### YOUR ASSIGNMENT
A complete answer lists every line of the entries below where the string "Paradiesstraße" appears.

──────── DATA LISTING

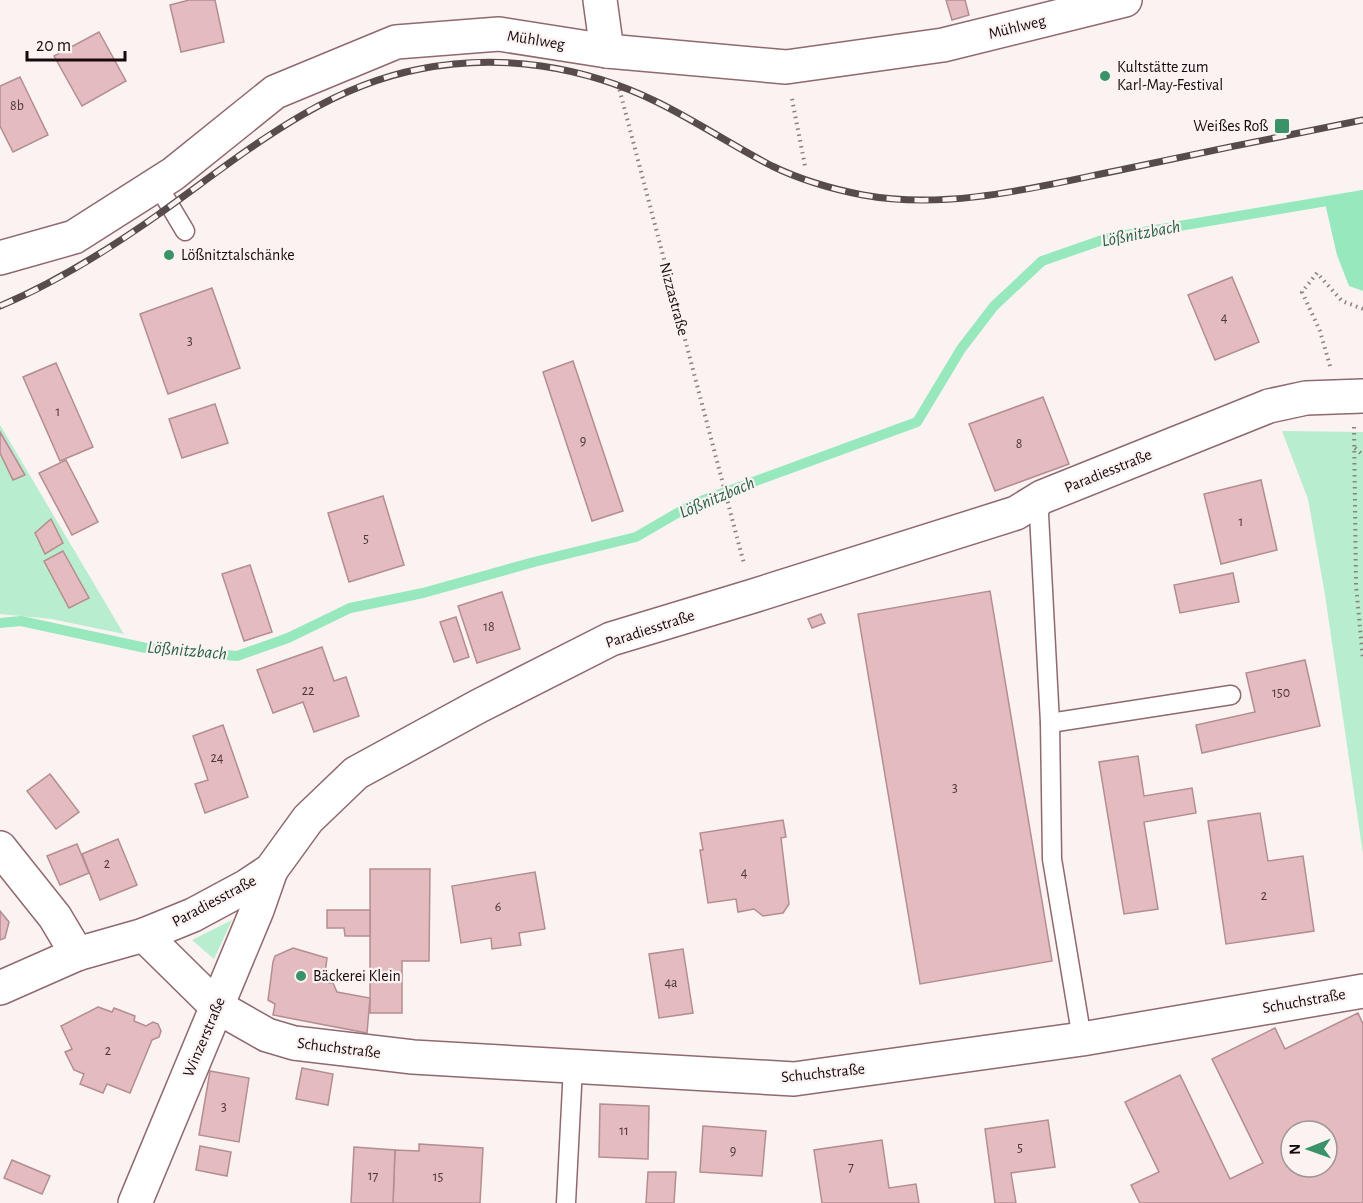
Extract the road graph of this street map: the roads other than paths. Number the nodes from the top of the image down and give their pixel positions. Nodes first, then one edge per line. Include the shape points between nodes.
1 (600, 0) edge
2 (1125, 0) edge
3 (607, 51) junction
4 (157, 184) junction
5 (185, 231) dead end
6 (0, 258) edge
7 (1359, 409) edge
8 (1042, 497) junction
9 (1232, 695) dead end
10 (1050, 723) junction
11 (0, 848) edge
12 (271, 870) junction
13 (144, 935) junction
14 (77, 954) junction
15 (0, 988) edge
16 (1363, 991) edge
17 (216, 1006) junction
18 (1082, 1039) junction
19 (573, 1067) junction
20 (135, 1203) edge
21 (566, 1203) edge

1 - 3 street
2 - 3 street, Mühlweg via 943,45 786,67
3 - 4 street, Mühlweg via 499,34 396,42 275,92
4 - 5 lane
4 - 6 street, Mühlweg via 74,237
7 - 8 street, Paradiesstraße via 1330,397 1269,406
8 - 10 lane via 1039,514
8 - 12 street, Paradiesstraße via 1016,513 611,639 356,773 308,819
9 - 10 lane
10 - 18 lane via 1052,859
11 - 14 street via 55,917
12 - 13 street, Paradiesstraße via 193,915
12 - 17 street, Winzerstraße
13 - 14 street, Paradiesstraße
13 - 17 street, Schuchstraße
14 - 15 street, Paradiesstraße
16 - 18 street, Schuchstraße
17 - 19 street, Schuchstraße via 267,1035 294,1043 413,1057
17 - 20 street, Winzerstraße
18 - 19 street, Schuchstraße via 794,1079
19 - 21 lane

────────────────

### RESULT OF THIS TASK
7 - 8 street, Paradiesstraße via 1330,397 1269,406
8 - 12 street, Paradiesstraße via 1016,513 611,639 356,773 308,819
12 - 13 street, Paradiesstraße via 193,915
13 - 14 street, Paradiesstraße
14 - 15 street, Paradiesstraße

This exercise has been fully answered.